*Given entries*:
Segment Open
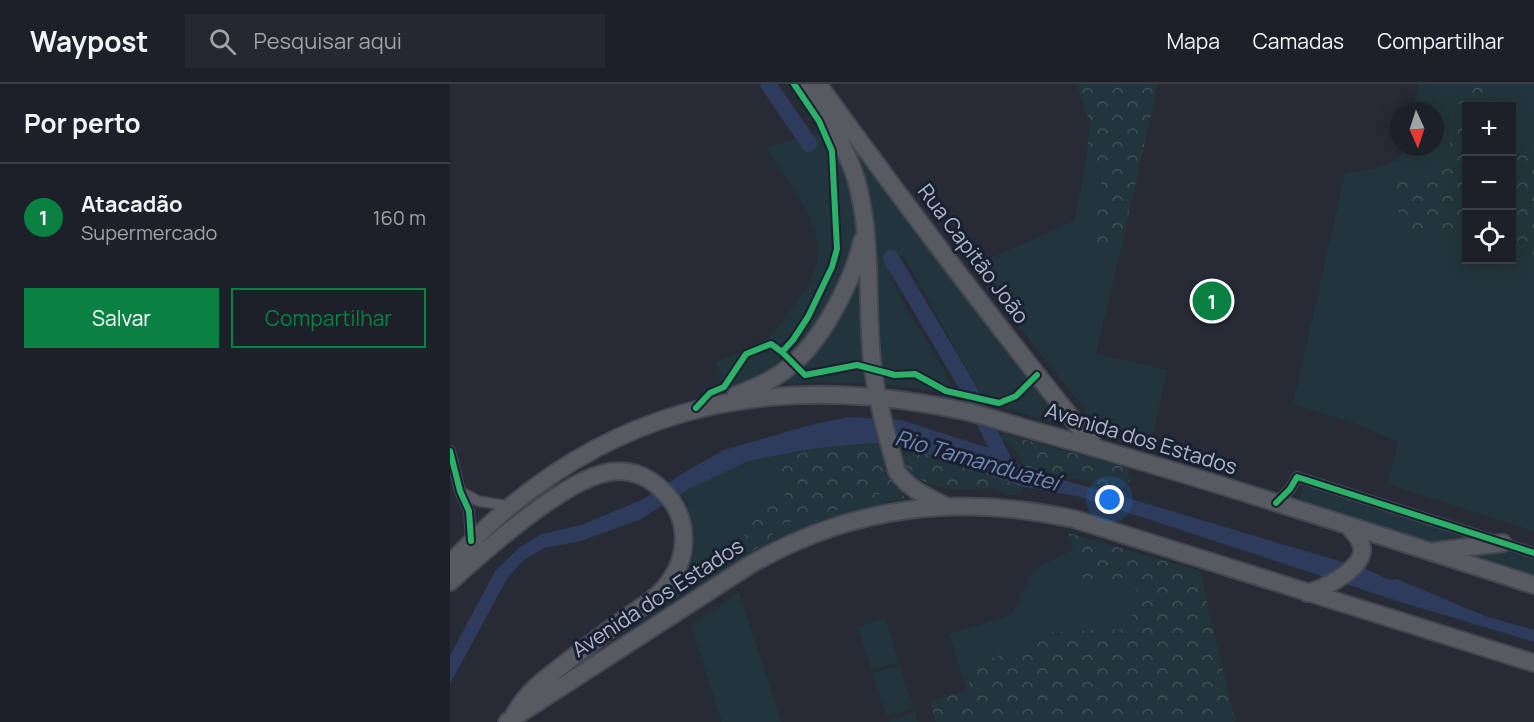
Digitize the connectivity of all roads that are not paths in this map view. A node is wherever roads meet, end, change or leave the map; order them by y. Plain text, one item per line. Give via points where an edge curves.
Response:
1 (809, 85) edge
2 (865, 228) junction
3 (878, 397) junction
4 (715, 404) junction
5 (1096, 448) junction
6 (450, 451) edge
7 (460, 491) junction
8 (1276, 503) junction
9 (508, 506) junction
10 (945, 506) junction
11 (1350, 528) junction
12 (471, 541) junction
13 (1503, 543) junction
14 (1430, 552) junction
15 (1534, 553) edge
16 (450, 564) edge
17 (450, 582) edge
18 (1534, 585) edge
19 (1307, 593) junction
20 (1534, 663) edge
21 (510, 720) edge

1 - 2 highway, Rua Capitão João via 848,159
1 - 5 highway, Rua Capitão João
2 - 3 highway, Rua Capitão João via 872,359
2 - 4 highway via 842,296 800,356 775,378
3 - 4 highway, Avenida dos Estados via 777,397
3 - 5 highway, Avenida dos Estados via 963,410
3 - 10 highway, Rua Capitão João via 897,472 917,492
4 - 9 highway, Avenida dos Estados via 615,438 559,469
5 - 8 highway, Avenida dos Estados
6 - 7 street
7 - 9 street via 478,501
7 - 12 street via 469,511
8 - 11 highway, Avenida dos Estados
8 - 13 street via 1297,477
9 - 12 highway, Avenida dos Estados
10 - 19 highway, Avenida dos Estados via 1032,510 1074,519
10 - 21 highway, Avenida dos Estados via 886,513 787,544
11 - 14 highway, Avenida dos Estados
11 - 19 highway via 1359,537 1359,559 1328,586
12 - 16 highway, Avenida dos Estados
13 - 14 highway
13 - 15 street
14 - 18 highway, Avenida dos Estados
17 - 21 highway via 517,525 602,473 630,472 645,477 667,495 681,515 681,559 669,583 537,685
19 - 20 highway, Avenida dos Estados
Segment Closed
*What to do*: Scan the listing for the string "João" and copy every line that carries it.

*Answer below*:
1 - 2 highway, Rua Capitão João via 848,159
1 - 5 highway, Rua Capitão João
2 - 3 highway, Rua Capitão João via 872,359
3 - 10 highway, Rua Capitão João via 897,472 917,492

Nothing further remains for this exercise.